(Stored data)
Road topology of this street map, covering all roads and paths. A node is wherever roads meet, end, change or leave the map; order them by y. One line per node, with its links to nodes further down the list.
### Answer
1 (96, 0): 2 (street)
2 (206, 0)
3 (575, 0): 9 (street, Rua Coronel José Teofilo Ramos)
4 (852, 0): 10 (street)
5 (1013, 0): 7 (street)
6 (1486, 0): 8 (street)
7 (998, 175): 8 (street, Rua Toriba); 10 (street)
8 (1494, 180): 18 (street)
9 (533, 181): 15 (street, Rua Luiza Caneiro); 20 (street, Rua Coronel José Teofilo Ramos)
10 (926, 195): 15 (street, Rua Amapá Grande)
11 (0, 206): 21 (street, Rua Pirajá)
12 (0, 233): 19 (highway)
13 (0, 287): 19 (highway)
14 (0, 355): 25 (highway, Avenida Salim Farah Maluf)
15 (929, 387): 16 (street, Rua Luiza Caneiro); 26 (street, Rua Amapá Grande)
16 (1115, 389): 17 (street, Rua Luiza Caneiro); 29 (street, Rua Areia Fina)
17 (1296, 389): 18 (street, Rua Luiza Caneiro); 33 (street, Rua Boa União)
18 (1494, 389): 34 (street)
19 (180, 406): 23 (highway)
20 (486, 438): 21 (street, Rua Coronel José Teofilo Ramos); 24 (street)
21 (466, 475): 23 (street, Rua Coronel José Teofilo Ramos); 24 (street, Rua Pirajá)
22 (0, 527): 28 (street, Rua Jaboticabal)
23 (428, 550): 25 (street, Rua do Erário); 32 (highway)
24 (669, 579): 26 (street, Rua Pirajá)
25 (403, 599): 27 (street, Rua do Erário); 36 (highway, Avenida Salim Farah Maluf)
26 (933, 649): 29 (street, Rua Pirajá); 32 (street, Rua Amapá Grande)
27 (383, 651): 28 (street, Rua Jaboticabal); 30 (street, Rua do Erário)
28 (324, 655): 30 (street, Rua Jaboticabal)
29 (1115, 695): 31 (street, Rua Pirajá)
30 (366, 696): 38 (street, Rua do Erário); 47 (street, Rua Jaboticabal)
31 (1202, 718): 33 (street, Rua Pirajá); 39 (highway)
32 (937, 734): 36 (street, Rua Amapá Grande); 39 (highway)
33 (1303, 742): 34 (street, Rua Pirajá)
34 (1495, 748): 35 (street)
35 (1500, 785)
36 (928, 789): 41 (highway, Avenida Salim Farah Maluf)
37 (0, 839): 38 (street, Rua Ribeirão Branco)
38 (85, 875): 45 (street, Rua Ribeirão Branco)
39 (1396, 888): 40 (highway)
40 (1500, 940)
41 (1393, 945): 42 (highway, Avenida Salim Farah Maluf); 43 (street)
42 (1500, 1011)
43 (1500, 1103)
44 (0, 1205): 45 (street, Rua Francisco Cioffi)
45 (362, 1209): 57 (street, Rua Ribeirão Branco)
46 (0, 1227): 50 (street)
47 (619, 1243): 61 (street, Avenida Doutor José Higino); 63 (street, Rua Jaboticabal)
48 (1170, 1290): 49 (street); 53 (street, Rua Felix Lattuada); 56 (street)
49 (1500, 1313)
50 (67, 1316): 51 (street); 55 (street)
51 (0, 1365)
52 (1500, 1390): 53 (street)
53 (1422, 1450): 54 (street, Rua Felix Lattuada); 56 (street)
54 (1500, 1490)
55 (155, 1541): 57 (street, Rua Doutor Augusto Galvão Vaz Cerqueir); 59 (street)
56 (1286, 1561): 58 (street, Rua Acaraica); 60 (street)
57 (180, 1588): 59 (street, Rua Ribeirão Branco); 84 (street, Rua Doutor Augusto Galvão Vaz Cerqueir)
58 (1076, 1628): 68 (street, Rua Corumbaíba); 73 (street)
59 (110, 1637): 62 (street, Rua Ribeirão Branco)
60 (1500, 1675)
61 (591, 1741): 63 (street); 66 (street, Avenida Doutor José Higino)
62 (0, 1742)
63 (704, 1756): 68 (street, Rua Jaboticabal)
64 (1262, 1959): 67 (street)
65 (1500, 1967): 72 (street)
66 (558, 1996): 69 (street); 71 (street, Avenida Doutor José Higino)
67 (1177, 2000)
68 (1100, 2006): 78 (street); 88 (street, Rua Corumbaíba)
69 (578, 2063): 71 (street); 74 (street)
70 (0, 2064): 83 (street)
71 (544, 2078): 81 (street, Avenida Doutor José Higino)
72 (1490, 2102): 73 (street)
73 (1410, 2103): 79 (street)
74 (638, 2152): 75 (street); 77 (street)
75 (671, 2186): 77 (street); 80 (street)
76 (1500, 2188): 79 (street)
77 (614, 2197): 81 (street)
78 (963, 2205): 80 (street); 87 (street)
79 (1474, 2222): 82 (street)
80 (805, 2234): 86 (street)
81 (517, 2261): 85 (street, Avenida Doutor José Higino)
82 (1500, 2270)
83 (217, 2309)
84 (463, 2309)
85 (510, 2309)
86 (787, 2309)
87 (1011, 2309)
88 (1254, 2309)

### WORK ORDER
Every entry is to be repeated precisely as it stands.

### OUTPUT
Road topology of this street map, covering all roads and paths. A node is wherever roads meet, end, change or leave the map; order them by y. One line per node, with its links to nodes further down the list.
### Answer
1 (96, 0): 2 (street)
2 (206, 0)
3 (575, 0): 9 (street, Rua Coronel José Teofilo Ramos)
4 (852, 0): 10 (street)
5 (1013, 0): 7 (street)
6 (1486, 0): 8 (street)
7 (998, 175): 8 (street, Rua Toriba); 10 (street)
8 (1494, 180): 18 (street)
9 (533, 181): 15 (street, Rua Luiza Caneiro); 20 (street, Rua Coronel José Teofilo Ramos)
10 (926, 195): 15 (street, Rua Amapá Grande)
11 (0, 206): 21 (street, Rua Pirajá)
12 (0, 233): 19 (highway)
13 (0, 287): 19 (highway)
14 (0, 355): 25 (highway, Avenida Salim Farah Maluf)
15 (929, 387): 16 (street, Rua Luiza Caneiro); 26 (street, Rua Amapá Grande)
16 (1115, 389): 17 (street, Rua Luiza Caneiro); 29 (street, Rua Areia Fina)
17 (1296, 389): 18 (street, Rua Luiza Caneiro); 33 (street, Rua Boa União)
18 (1494, 389): 34 (street)
19 (180, 406): 23 (highway)
20 (486, 438): 21 (street, Rua Coronel José Teofilo Ramos); 24 (street)
21 (466, 475): 23 (street, Rua Coronel José Teofilo Ramos); 24 (street, Rua Pirajá)
22 (0, 527): 28 (street, Rua Jaboticabal)
23 (428, 550): 25 (street, Rua do Erário); 32 (highway)
24 (669, 579): 26 (street, Rua Pirajá)
25 (403, 599): 27 (street, Rua do Erário); 36 (highway, Avenida Salim Farah Maluf)
26 (933, 649): 29 (street, Rua Pirajá); 32 (street, Rua Amapá Grande)
27 (383, 651): 28 (street, Rua Jaboticabal); 30 (street, Rua do Erário)
28 (324, 655): 30 (street, Rua Jaboticabal)
29 (1115, 695): 31 (street, Rua Pirajá)
30 (366, 696): 38 (street, Rua do Erário); 47 (street, Rua Jaboticabal)
31 (1202, 718): 33 (street, Rua Pirajá); 39 (highway)
32 (937, 734): 36 (street, Rua Amapá Grande); 39 (highway)
33 (1303, 742): 34 (street, Rua Pirajá)
34 (1495, 748): 35 (street)
35 (1500, 785)
36 (928, 789): 41 (highway, Avenida Salim Farah Maluf)
37 (0, 839): 38 (street, Rua Ribeirão Branco)
38 (85, 875): 45 (street, Rua Ribeirão Branco)
39 (1396, 888): 40 (highway)
40 (1500, 940)
41 (1393, 945): 42 (highway, Avenida Salim Farah Maluf); 43 (street)
42 (1500, 1011)
43 (1500, 1103)
44 (0, 1205): 45 (street, Rua Francisco Cioffi)
45 (362, 1209): 57 (street, Rua Ribeirão Branco)
46 (0, 1227): 50 (street)
47 (619, 1243): 61 (street, Avenida Doutor José Higino); 63 (street, Rua Jaboticabal)
48 (1170, 1290): 49 (street); 53 (street, Rua Felix Lattuada); 56 (street)
49 (1500, 1313)
50 (67, 1316): 51 (street); 55 (street)
51 (0, 1365)
52 (1500, 1390): 53 (street)
53 (1422, 1450): 54 (street, Rua Felix Lattuada); 56 (street)
54 (1500, 1490)
55 (155, 1541): 57 (street, Rua Doutor Augusto Galvão Vaz Cerqueir); 59 (street)
56 (1286, 1561): 58 (street, Rua Acaraica); 60 (street)
57 (180, 1588): 59 (street, Rua Ribeirão Branco); 84 (street, Rua Doutor Augusto Galvão Vaz Cerqueir)
58 (1076, 1628): 68 (street, Rua Corumbaíba); 73 (street)
59 (110, 1637): 62 (street, Rua Ribeirão Branco)
60 (1500, 1675)
61 (591, 1741): 63 (street); 66 (street, Avenida Doutor José Higino)
62 (0, 1742)
63 (704, 1756): 68 (street, Rua Jaboticabal)
64 (1262, 1959): 67 (street)
65 (1500, 1967): 72 (street)
66 (558, 1996): 69 (street); 71 (street, Avenida Doutor José Higino)
67 (1177, 2000)
68 (1100, 2006): 78 (street); 88 (street, Rua Corumbaíba)
69 (578, 2063): 71 (street); 74 (street)
70 (0, 2064): 83 (street)
71 (544, 2078): 81 (street, Avenida Doutor José Higino)
72 (1490, 2102): 73 (street)
73 (1410, 2103): 79 (street)
74 (638, 2152): 75 (street); 77 (street)
75 (671, 2186): 77 (street); 80 (street)
76 (1500, 2188): 79 (street)
77 (614, 2197): 81 (street)
78 (963, 2205): 80 (street); 87 (street)
79 (1474, 2222): 82 (street)
80 (805, 2234): 86 (street)
81 (517, 2261): 85 (street, Avenida Doutor José Higino)
82 (1500, 2270)
83 (217, 2309)
84 (463, 2309)
85 (510, 2309)
86 (787, 2309)
87 (1011, 2309)
88 (1254, 2309)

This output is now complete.